The setting is Depression-era Los Angeles, which is a pervasive "character" and central to the story's theme of alienation and struggle in a city of displaced yet hopeful people of disparate backgrounds and ethnicities.

Towne feels that Hayek is interested in playing both Latina and non-Latina roles now that she has done Frieda. And her presence, along with Farrell's increased star power, finally got the film made - "barely," Towne said. It was shot in South Africa on a low budget, and apparently money problems persisted. He said he was giving the "G-rated version" of the financial difficulties.

So, what about the movie itself? In conversations with several other reviewers here at the festival, I've discovered a consensus of opinion. Reactions are decidedly mixed, that is, the film starts out with potential, but never realizes it. I would have to agree.

Undoubtedly, some viewers will compare this film to Chinatown because Towne is once again exploring the unique character of early Los Angeles. And from what I've heard, Ask the Dust will come up short by that estimation. Of course, some believe that Chinatown is one of the best films ever made, so that?s a tough act to follow.

I would disagree with the critic, however, who claims that one of the film's problems is that it descends from the intriguing possibilities of film noir into melodrama. Melodrama is not inherently bad or low-class filmmaking - deep assumptions about gender and genre underlie that arbitrary distinction. This film is a romance, and that in itself certainly should not mean automatic devaluation - though, for some critics, it does.

But what I think is being picked up on here is the film's promise of a more in-depth study of the complex connections of character, relationship, and setting - which does not materialize by the closing credits. For instance, the characters struggle with ethnic identity and prejudice, both their own and that of others. And these struggles are closely tied to assumptions about gender and about this specific time and place.

But the film only seems to scratch the surface and, indeed, when it comes to questions of gender, doesn't wander far from the beaten path. There are numerous and typical antagonisms that keep the characters from consummating their relationship for quite some time.
The sex scene in Ask the Dust makes it clear that certain assumptions about men and women are being held in place.

Like so many sex scenes before it, we only see close-ups of the woman's face and none of the man's. She watches him remove his clothes but there is never a cut to him as he does this. Hey, there are plenty of women in the audience for a film like this. True, we did get to see both Hayek and Farrell romp nude in the nighttime surf and they are both nude in the sex scene. But still.

Finally, one last comment. The ending reminds me of the Code-enforced endings of the Hollywood studio era, when love affairs between people of different ethnic backgrounds were usually doomed. "Ask the Dust" evokes a bygone Hollywood in that sense, too - and unfortunately, that seems a bit disconcerting.

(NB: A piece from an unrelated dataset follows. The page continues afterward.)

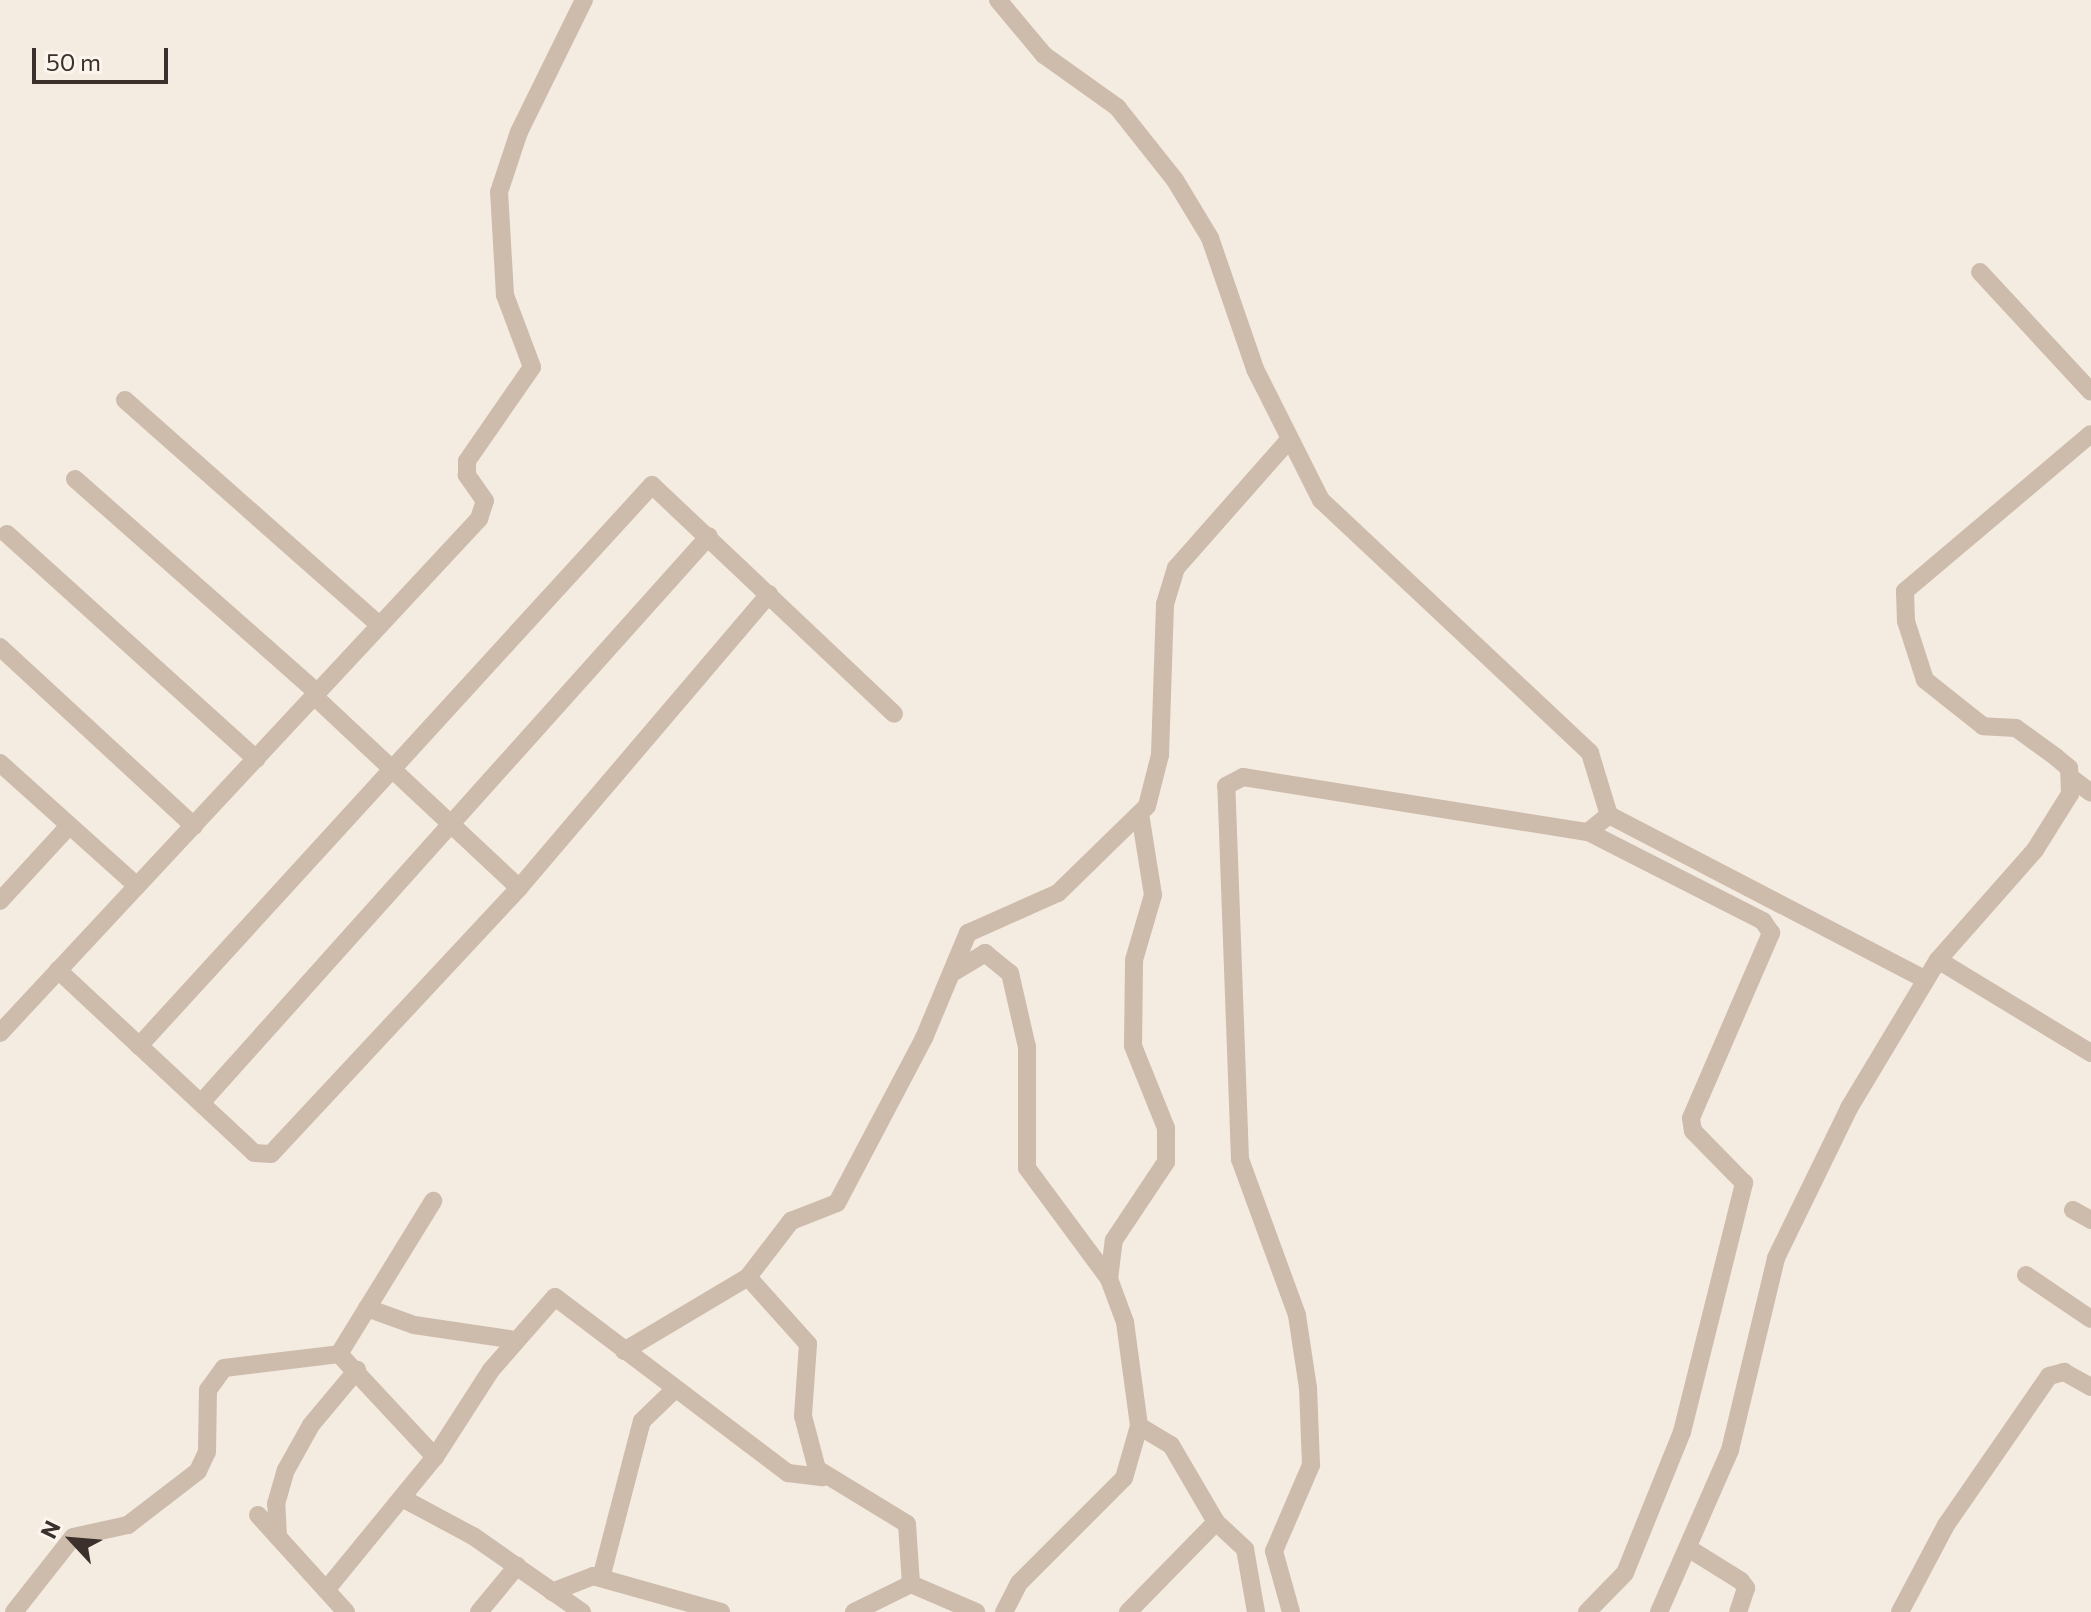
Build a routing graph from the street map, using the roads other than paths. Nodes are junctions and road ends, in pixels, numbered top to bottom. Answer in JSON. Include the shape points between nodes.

That being said, if you like romances, are a fan of Farrell or Hayek or Towne, films that explore early Los Angeles or the Depression era, or if you like a film that attempts the difficult task of making the writing experience cinematic, then you might like this film. Towne does attempt to address prejudice, but it feels like it could have gone so much further.

"Ask the Dust" is distributed by Paramount Classics and opens March 10, 2006 in theaters.